__Your objective__
Some lines in the records below may hold the word "linecap"; give the number of those lines and nothing else.

__Material provided__
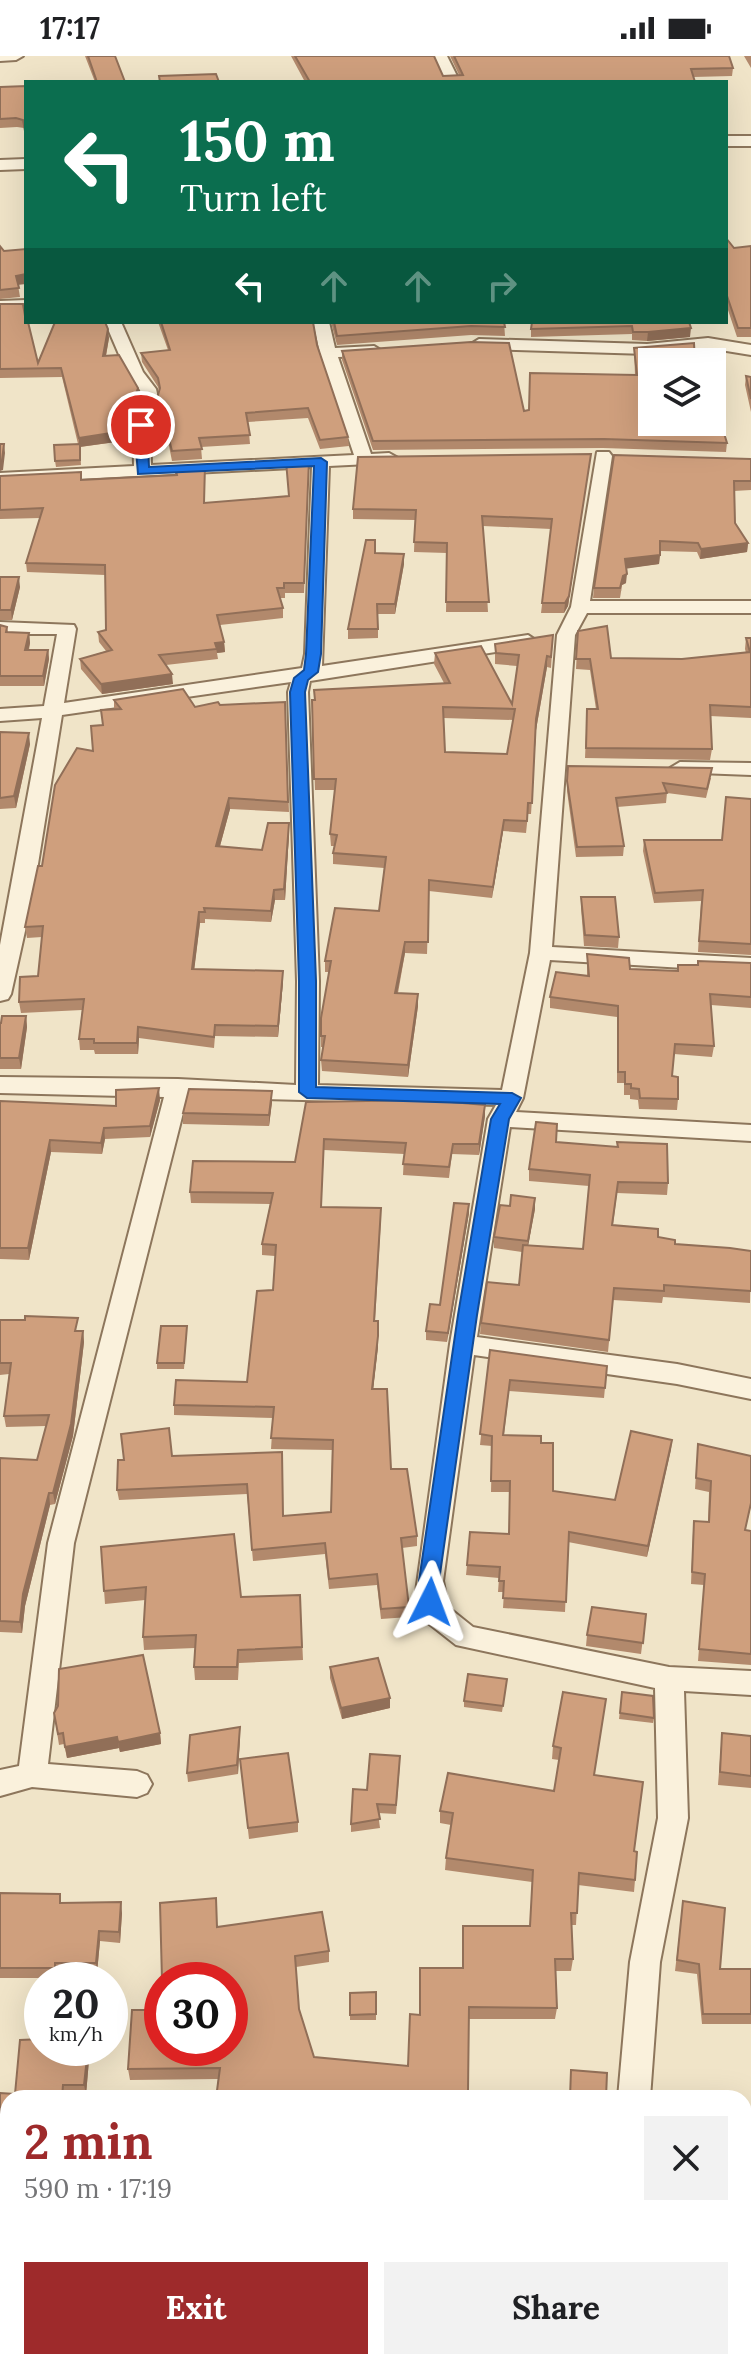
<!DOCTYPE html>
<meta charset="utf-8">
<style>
body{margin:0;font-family:Lora,serif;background:#f2f2f2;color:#202124;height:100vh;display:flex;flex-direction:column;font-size:30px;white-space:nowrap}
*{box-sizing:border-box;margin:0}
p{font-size:26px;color:#757577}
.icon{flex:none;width:44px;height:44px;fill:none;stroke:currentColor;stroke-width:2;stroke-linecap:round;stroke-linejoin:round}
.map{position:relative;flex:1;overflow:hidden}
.sheet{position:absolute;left:0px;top:2034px;width:752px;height:280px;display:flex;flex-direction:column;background:#fff;border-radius:24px 24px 0 0;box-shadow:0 8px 32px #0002}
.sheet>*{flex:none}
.banner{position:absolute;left:24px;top:24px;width:704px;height:244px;border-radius:0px;box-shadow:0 8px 32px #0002;background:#0b6e4f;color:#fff;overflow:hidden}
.tools{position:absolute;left:638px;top:292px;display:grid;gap:16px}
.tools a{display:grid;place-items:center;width:88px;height:88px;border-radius:0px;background:#fff;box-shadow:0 8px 32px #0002;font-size:40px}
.speed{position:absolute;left:24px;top:1906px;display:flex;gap:16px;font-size:40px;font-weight:700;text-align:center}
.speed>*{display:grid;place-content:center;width:104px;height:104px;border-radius:50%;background:#fff;box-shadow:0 8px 32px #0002;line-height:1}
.speed small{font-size:20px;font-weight:400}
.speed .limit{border:12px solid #d22;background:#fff;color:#111}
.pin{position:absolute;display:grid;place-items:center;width:68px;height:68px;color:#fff;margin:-34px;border:4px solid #fff;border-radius:50%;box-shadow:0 2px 8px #0007}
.me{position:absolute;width:88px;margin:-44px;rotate:3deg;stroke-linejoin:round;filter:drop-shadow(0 0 6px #0008)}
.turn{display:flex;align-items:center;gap:28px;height:168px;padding:0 24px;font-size:36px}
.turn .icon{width:104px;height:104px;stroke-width:2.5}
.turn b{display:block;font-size:56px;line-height:68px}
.lanes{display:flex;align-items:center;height:76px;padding:0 24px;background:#0003;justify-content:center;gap:40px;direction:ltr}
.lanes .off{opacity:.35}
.round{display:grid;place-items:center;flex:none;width:84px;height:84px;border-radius:0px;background:#f2f2f2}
.headline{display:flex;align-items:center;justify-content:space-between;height:136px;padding:0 24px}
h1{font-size:48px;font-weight:700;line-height:60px;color:#9e2a2b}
.action{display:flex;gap:16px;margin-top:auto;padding:16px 24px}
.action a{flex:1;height:92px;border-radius:0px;background:#9e2a2b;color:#fff;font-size:32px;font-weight:700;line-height:92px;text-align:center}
.action a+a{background:#f2f2f2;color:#202124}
.status{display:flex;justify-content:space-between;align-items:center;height:56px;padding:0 40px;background:#fff;direction:ltr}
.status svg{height:22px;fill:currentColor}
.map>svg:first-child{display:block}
</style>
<div class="status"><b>17:17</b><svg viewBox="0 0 49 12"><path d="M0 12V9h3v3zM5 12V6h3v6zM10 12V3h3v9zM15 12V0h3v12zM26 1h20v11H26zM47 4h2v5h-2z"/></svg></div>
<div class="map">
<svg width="751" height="2314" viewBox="0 0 751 2314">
<rect width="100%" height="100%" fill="#f0e4c8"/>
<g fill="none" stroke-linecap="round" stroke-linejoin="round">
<g stroke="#8d765c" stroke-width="4">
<path id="minor" d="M0,0h23l-7,4 -16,1z
M433,0h14l13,26h-14z
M26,244v10l-26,1v-10z
M105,266h16l22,50 13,17 2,9 -8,27 1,40 203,-10 -34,-102 -7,-31h16l6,26 39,-2 8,5 -8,5 -36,1 33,97 18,-1 9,5 -9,5 -60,3 -7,200 206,-31 9,6 -9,6 -218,34 -2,11 11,289 -1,104 184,5 28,-137 27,-318 14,-28 26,-155h12l3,4 -22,145h161v12h-164l-12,22 -23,312 199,11v14l-201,-12 -27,138 -7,14 235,13v16l-241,-14 -33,210 200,27 74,15v20l-74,-15 -203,-29 -31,226 5,26 25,20 196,40 82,4v24l-67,-4 4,127 -28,144 -10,136h-32l12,-136 28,-144 -3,-130 -199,-43 -28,-22 -12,-31 34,-248 38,-225 8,-14 -309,-8 -113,446 -26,221 89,7 10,4 5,9 -5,9 -10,4 -105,-10 -32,9v-26l19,-4 29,-223 116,-446 -164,-4v-16l178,2 118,6 1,-104 -9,-289 3,-10 -229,33 -29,180 -22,99 -3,5 -8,2v-56l42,-227 -42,3v-12l44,-3 13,-72h-57v-12l74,3 2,4 -12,74 238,-35 3,-14 7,-187 -312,16v-10l134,-7 -1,-41 9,-27 -2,-8 -13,-17z
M708,282l43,7v10l-43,-7 -61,6 -168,-5 -8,-5 8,-5 168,5z
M680,706l71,1v12l-78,-3 -3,-4z
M744,2223h7v34h-7z
M0,2237h8v34h-8z"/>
</g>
<g stroke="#8d765c" stroke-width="4">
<path id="tertiary" d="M726,80h25v10h-25z
M26,103v10l-26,1v-10z"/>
</g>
<use href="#minor" fill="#faf1dc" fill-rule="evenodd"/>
<use href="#tertiary" fill="#faf1dc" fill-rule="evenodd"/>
</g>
<path fill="#b2896c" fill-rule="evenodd" d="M85,0h30l10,26h-30z
M291,0h143l9,20 16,-1 -9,-19h279l4,12 -1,8 -39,1 2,5h-390z
M744,0h7v12z
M26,30v54l-2,-12 -7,-1 -17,1v-41z
M726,182l8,10 17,-2v91h-14l-11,-33z
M0,190l4,5 14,34 2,12 -20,2z
M0,248l38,59 71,-25 -3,18 32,32 1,10 -9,26v16l-50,7 1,18 -25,2 -1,-6 23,-17 -16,-67 -62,1z
M158,266h155l4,23 31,92 1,9 -29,3 -12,-31 -60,4 2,22 -49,3 1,12 -30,2 -5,-25 -14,2 -1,-22 7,-25 -1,-4 -16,-25 -1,-9 27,-3z
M331,266h173l1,14 -34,-1 -134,10z
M531,266h158l1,15 -43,4 -15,-1v-6l-101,3z
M634,292l18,14 75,81 -1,9 -123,-4 -230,2 -31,-90v-9l182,60 111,-36z
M746,320l5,1v35l-6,-27z
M591,398l-23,152 -4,7h-23l10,-84 -68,-3 5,86h-42l1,-59 -33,-1 1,-32 -62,-1v-10z
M751,403v31l-17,1 1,32 13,20 -1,9 -47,7 -3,-7 -37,-1 -1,13 -33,4v15l-4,2 -2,13h-27l1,-10z
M309,404l-5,133h-19v5h-5l3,10v10l-63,7 4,17 1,10 -8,1 1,6 -52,6 7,19 -71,10 -21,-25 -1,-10 26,-8 -7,-9 -1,-10 8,-2 -1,-55 -78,-3 -1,-9 14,-45 -40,1v-43l81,4 94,-5v-8l30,-2v38l84,-7 -3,-35z
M375,497l29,1v10l-9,50h-17v24l-30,1v-10z
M0,521l20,10 -8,33h-12z
M0,569l7,2 1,5 21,1 1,10 -1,7h19l1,9 -5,27h-44z
M578,575l33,27 71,1 64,-6 -1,-4 1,-11h5v80l-41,-2 2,33 -2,11 -125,-2 2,-49h9l-6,-39 -14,-1z
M553,579l-2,33 -4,-1 -11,63 -5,84h-3l-2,19 -23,-2 -11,67 -63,-7 -2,63 -22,-1 -7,40 20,13 -10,71 -86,-6 -1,-11 2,-13h-2v-29l8,-46h-4v-11l54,-50 5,-43 -51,-4v-11l1,-7h-3l-1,-12 5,-44h-20l-3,-90h2v-10l130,-7 -10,-19 1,-11 77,51 5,-38 -22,-2v-20zM443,662l70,2 -6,34 -62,-2z
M114,644l81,7 90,-5 4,110 -59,-3 -10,37 42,4 27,-16 -4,66h-10l-4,22 -66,-3v4h-5l-6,46 89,2v11l-5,55 -63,-1 -1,12 -75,-10 -1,16h-43l-1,-4h-14l-1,-11 3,-29 -61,3 -2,-11 19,-26 4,-39 -15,1 -2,-11 17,-61 51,-115 10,-26 11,-16z
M0,676l30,12 -14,64 -16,1z
M568,710l143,12 -5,20 -39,-5 -1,10 -49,4 7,39 -1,10 -47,1 -9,-66z
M751,743v156l-53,-3 3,-51 -47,2 -11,-52 1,-11h78z
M581,841l38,40 -1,11 -34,-2 -3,-38z
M587,898l43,15 47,2 1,-6 73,-2v45l-40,-3 3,41 -2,11 -38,-3 -2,22 6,23 -1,11 -38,-1 -1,-9 -8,-1v-4h-6v-12h-7v-66l-67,-9v-11l37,-21z
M26,960l1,11 -6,42h-21v-46z
M160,1044l-10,37 -45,2 -3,15 -51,-2 -22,108 -29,-1v-158l116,5z
M272,1046l-3,24 -86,-2v-11z
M306,1046l179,14 -6,39 -27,-1 -3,24 -46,-3 1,-21 -80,-4 -3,57 60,12 -6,102 3,26 -5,42 18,80 26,67v10l-15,2 7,59v10l-28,2 -4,-34 -48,4 -4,-35 -72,7 -6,-67 -128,6 -2,-10 55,-34 110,-4 1,64 48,-4 1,-62 -61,-1 2,-31 -99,-3v-10l73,-23 26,-92 2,-34 -13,-1v-11l8,-40 -79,-1 -1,-11 105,-30z
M556,1086l112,41 -1,12 -50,-2 -4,32 45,12 17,7 76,7 -1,52 -87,-6 -1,6 -49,-3 -5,52 -128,-18 1,-11 38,-38 3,-33 -28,-4v-11l41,-28 -7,36 55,4 6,-63 -60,-5v-12z
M469,1148v9l-22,129 -21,-2v-9l14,-26z
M0,1264l83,11 1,11 -11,94 -18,68 -5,1 -25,101 -3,27 -22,-1v-174l37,2 9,-34 -40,1 -2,-11 5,-42 -9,1z
M187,1270l-3,43h-27v-6z
M490,1294l117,16 -3,32 -95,-7 -5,44 37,8 12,48 62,9 57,-60 -25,117 -79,-15 -3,70 -62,-4 1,-16h-6l1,-14 -33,-3 1,-10 42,-31 1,-42h-19l1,-46 -12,-1z
M698,1388l53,12v50l-6,24 6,1v134l-53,-4 6,-76 -13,-1 2,-52 1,-11 14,1 1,-30 -14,-3z
M101,1491l140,50 59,-2 3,65 -64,3 -1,17h-43l-1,-13 1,-19 -51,2 -1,-13 2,-37 -40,4z
M646,1558l-5,40 -55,-8 1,-11z
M330,1611l60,31v10l-48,11 -12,-41z
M507,1623l-5,33 -38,-5v-6z
M622,1636l32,26 -1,5 -34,-4z
M606,1643l-12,76 40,76 1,29 -1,12 -56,-7 -2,40h-5l2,34 -2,12h-15l1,37 -2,11h-86l-1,79h-252l2,-19 -88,1 -2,-11 34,-59 56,-83 111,24v11l-33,5 3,42 15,48 94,9 12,-51 43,-47v-42h67l2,-44 -87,-12 1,-12 5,-33 -11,-2v-12l114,-20 5,-31 -7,-1 1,-13z
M54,1657l106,20 1,11 -41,8 -1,-4 -52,10 -3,-14 -5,1z
M722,1677l29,3v52l-33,-3z
M240,1680l-2,38 -50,8 -1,-9z
M240,1703l58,63v10l-49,7z
M400,1708l-4,50 -18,-1 2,15 -29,4v-8l16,-34z
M0,1837l122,20 -2,30 -20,-2 -3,32h-40v5h-57z
M682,1856l38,57h31v55h-49l-5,-50 -22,-3z
M376,1936v28h-26v-27z
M42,1992h48l-4,47h-21v3h-57v64h-8v-69l15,1z
M744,2052h7v127l-7,-1z"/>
<path fill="#916f58" d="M26,218v10l-9,1 -1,-9z
M691,272l-1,9 -43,4 1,-9z
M108,273l1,9 -5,28 -1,-10z
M138,332l1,10 -9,26v16l-51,7v-9l50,-23z
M4,388l1,9 -2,17 -3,1v-10z
M591,398l-23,152 -4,7 1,-10z
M748,487l-1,9 -47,7 1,-10z
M404,498v10l-9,50v-10z
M660,499l-1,9 -35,5 1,-10z
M627,518l-1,9 -4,2 -2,13 3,-22z
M19,521l1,10 -8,33 -1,-10z
M29,577l1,10 -4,16 -1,-9z
M224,586l1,10 -8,1 -2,-10z
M48,594l1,9 -5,27 -1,-10z
M547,600v11l-11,63 -5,84 5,-95z
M172,618l1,10 -71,10 -1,-10z
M29,677l1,11 -14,64 -2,-12z
M229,742l1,11 -13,48 -1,-11z
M504,764l-1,11 -11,67 1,-11z
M289,767v11l-4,66 -1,-11z
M274,834l1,10 -4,22v-11z
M199,856l1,11 -7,57 -1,-11z
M405,886v11l-10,51v-11z
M283,915v11l-5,55v-11z
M418,938v12l-10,71v-12z
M26,960l1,11 -6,42 -2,-11z
M138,971l1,11 -1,16 -1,-11z
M159,1032l1,12 -10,37v-11z
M272,1035v11l-3,24v-11z
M485,1049v11l-6,39v-11z
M104,1072l1,11 -3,15 -1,-11z
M50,1084l1,12 -22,108 -1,-12z
M535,1142v11l-8,43 1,-11z
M469,1148v9l-22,129 1,-9z
M83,1275l1,11 -11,94 -18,68 -2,-11z
M378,1280v11l-6,53v-11z
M672,1384l-1,10 -24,107 1,-11z
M49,1437l1,12 -25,101 -3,27 -2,-11 3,-28z
M390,1642v10l-48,11 -1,-11z
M240,1671v9l-2,38 -1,-9z
M160,1677l1,11 -41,8 -2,-10z
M117,1681l2,11 -52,10 -2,-11z
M121,1846l1,11 -2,30 -1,-11z
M99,1875l1,10 -3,32 -1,-10z
M88,1992h2l-4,47 -2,-10z"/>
<path fill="#cf9f7d" stroke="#916f58" stroke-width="2" fill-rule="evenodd" d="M88,0h27l10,26h-28z
M295,0h139l9,20 20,-1 -9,-19h275l4,12 -42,1 4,13h-385z
M216,18l3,8h-59l-1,-6z
M26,30v45h-1l-2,-11 -7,-2 -16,1v-32z
M726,182l8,10 17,-2v82h-13l-12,-35z
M0,190l4,5 22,-2v25l-10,2 3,12 -19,2z
M0,248h23l3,18h2l10,41 17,-41h50l3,7 -5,27 16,-1 19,33 -9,27 1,15 -51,8 -18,-70 -61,1z
M161,266h152l4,23 31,92 -28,3 -12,-32 -62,5 4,22 -51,3 3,11 -30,2 -6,-24 -13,1 -1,-12 8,-28 -2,-10 -17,-25 29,-3z
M334,266h170l1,5 -34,-1 -134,10z
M532,266h157l2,6 -43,4h-15l-1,-6 -101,3z
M471,286l38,1 15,68 5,-1 1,-37 107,2 -3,-27 60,-5 1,19h-43v60h60v-28l15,49 -123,-4 -231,2 -31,-90z
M746,320l5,1v22z
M0,388h4l-2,16 -2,1z
M80,388v16l-25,1 -1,-16z
M591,398l-22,142 -4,7h-23l10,-84 -70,-3 7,86h-43l1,-59 -33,-1 2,-32 -63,-1 5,-52z
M614,399l137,4v22h-17l1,42 13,20 -47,6 -3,-6 -38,-2v14l-35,4 2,15 -4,2 -3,12h-26z
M309,404l-5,123h-20v5h-7l6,20 -66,7 7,27 -9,1 2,6 -58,6 13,19 -71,10 -21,-25 32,-9 -14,-18 8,-2 -1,-65 -79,-2 17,-55 -43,2v-34l81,-4v8l96,-5 -2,-8 30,-2 -1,38 85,-7 -3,-35z
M366,484h9v13l29,1 -9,50h-18l1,25h-30z
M0,521h19l-8,33h-11z
M0,569l7,2 -1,5 23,1 -4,17h23l-5,26h-43z
M607,570l4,32 71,1 68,-7 -4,-14h5v69l-41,-2 2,44 -126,-1 1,-39h11l-8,-50h-14l2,-28z
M553,579l-2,22 -4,-1 -11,63 -4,84h-4l-1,18 -23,-1 -11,67 -64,-7 -1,62h-23l-10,51 23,1 -10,71 -87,-5 4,-24h-4v-18l10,-57h-6l10,-53 44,3 7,-54 -53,-4 4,-18 -7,-1 6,-55h-22l-2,-79h3l-1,-10 136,-7 -15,-30 46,-7 31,58 7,-49 -23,-2 -1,-9zM443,651l72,2 -8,45 -62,-2z
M183,633l12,18 23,-5 2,3 65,-3 3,100 -59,-4 -13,48 46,4 6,-27h21l-5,66 -10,1 -3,21 -67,-3 1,4h-6l-7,57 91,2 -5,55 -63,-1 -1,12 -76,-10 -1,16h-43v-4h-15l5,-40 -65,3 1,-25 18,-1 5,-50 -18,1 13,-61h4l13,-81 22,-37 16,3 -2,-25 12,-1 -2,-15 20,-1 -7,-9z
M0,676l29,1 -15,63 -14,2z
M568,710l144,2 -5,21 -44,-6 4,10 -51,5 8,48 -47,1 -10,-66z
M726,741l25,2v145l-52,-3 4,-51 -48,3 -11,-53h78z
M581,841h34l4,40 -34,-2z
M587,898l42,4 1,11 48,2v-6h20v-4l53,2v34l-41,-3 4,52 -39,-2 -3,32 6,1v22l-38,-1 -1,-9 -8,-1v-4h-6v-12h-7v-66l-68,-9 6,-25 33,4z
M2,960h24l-7,42h-19v-35h1z
M159,1032l-9,38 -46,2 -3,15 -51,-3 -22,108h-28v-147l116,5v-16z
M189,1033l83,2 -3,24 -86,-2z
M428,1044l57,5 -6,39h-26l-4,23 -46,-3 3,-21 -82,-4 -3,68 60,1 -7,113h4v15l-6,53h15l4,80h16l10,67 -16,2 8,69 -28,2 -4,-35 -48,5 -4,-36 -73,7 -5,-66 -130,6 1,-30h6l-3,-26 48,-6 3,28 110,-4 1,64 48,-4 2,-72 -62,-2 3,-31 -100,-2 2,-25 71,2 10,-91 16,-1 3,-45 -14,-1 11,-51 -83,-1 3,-31 102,1 11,-60z
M536,1066l21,2 -1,18 62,5 -1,-5 50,2 1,39 -50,-1 -6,43 46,4v8l17,3v4l55,4 21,3v40l-87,-6v6l-50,-3 -5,52 -128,-17 6,-41 32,3 4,-40 60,4 7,-74 -61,-6z
M511,1139l24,3 -7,43 -34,-4 6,-32 10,1z
M454,1147l15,1 -21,129 -22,-2 4,-27 10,1z
M25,1260l53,2 -3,13h8l-12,93 -18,69h-4l-26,101 -3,28 -20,-1v-163l37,2 12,-45 -45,1 7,-53h-11v-43h25z
M161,1270h26l-3,37h-27z
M490,1294l117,16 -2,22 -95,-8 -7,55 38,1v7h12v48l62,9 16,-69 41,9 -24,106 -79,-14 -3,70 -63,-4 1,-17h-5l1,-14 -33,-2 3,-33 39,2 1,-53h-19l1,-45 -12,-2z
M698,1388l53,12v47l-6,27 6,1v123l-52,-5 6,-75 -13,-2 2,-51 15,1 2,-41 -15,-3z
M234,1478l7,63 59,-2 2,52 -64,3 -1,17h-43l2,-32 -53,2 3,-50 -42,4 -3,-44z
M592,1551l54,7 -3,29 -56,-8z
M143,1599l17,78 -42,9 -1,-5 -52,10 -2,-14 -5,1 -4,-21 4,-7 1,-37z
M378,1602l12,40 -49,10 -11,-41z
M468,1618l39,5 -4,27 -39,-5z
M563,1636l43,7 -12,76 49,7 -9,69 3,1 -2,28 -56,-7 -2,40h-6l2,46h-18l2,49 -88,-1 -1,84h-6v7h-246l4,-30 -92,1 4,-59h30v38h68v-68h-68l-2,-77 56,-5 1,29 105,-15 7,39 -34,5 4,53 15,48 94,9 2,-52 10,1v-47h43v-42h67l3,-56 -87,-12 7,-45 -13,-2 8,-38 106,18 7,-43 -8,-2z
M622,1636l31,4 1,22 -34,-5z
M240,1671l-3,38 -50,8 3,-38z
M722,1677l29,3v40l-31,-4z
M288,1697l10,69 -50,6 -8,-69z
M370,1698l30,2 -4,49 -19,-1 3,15 -29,5 2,-35 14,1z
M0,1837l60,1v9l61,-1 -2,30 -20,-1 -3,32h-41v5h-55z
M683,1845l42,7 -5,61h31v45h-48l-4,-50 -22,-4z
M376,1936v22l-26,1v-22z
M42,1983v9h46l-4,37h-21l-1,13h-54v55l-8,-1v-59l15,1 5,-54z
M571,2014l36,3 -1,25h-36z
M744,2052h7v118l-7,-1z
M8,2290v16h232v8h-240v-23z
M358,2306h112v8h-111z
M522,2306h86v8h-86z"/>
<path fill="#1a73e8" stroke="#114b97" stroke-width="2" d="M141,365l6,4 2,42 172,-9 6,4 -6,192 -3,18 -10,8 -3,12 11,289v106l196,6 9,5 -12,21 -32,196 -38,266 1,21 -3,6 -7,2 -8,-2 -3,-27 39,-266 33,-196 9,-15 -193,-6 -8,-6v-111l-9,-289 4,-14 10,-8 2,-16 8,-188 -176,8 -4,-49z"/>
</svg>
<div class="tools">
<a><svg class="icon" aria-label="layers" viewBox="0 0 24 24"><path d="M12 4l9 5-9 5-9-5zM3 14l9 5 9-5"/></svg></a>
</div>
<div class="speed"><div>20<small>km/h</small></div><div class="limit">30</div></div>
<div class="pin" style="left:141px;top:369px;background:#d93025"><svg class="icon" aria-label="arrive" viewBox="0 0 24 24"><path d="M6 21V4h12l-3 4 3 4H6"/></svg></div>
<svg class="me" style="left:430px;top:1546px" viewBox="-20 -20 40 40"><path d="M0-17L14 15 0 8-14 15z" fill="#1a73e8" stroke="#fff" stroke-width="4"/></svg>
<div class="banner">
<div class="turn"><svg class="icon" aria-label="left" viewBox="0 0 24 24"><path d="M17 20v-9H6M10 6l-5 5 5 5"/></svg><div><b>150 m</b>Turn left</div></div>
<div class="lanes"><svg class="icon" aria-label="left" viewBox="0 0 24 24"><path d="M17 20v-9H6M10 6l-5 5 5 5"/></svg><svg class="icon off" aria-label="ahead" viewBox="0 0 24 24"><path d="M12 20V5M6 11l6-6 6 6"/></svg><svg class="icon off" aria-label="ahead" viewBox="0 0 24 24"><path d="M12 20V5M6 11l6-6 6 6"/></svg><svg class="icon off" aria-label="right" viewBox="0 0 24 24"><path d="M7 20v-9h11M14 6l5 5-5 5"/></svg></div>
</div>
<section class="sheet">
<div class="headline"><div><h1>2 min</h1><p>590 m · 17:19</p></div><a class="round"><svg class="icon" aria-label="close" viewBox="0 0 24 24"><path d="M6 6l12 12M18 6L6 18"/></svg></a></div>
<div class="action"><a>Exit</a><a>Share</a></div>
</section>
</div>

__Answer section__
2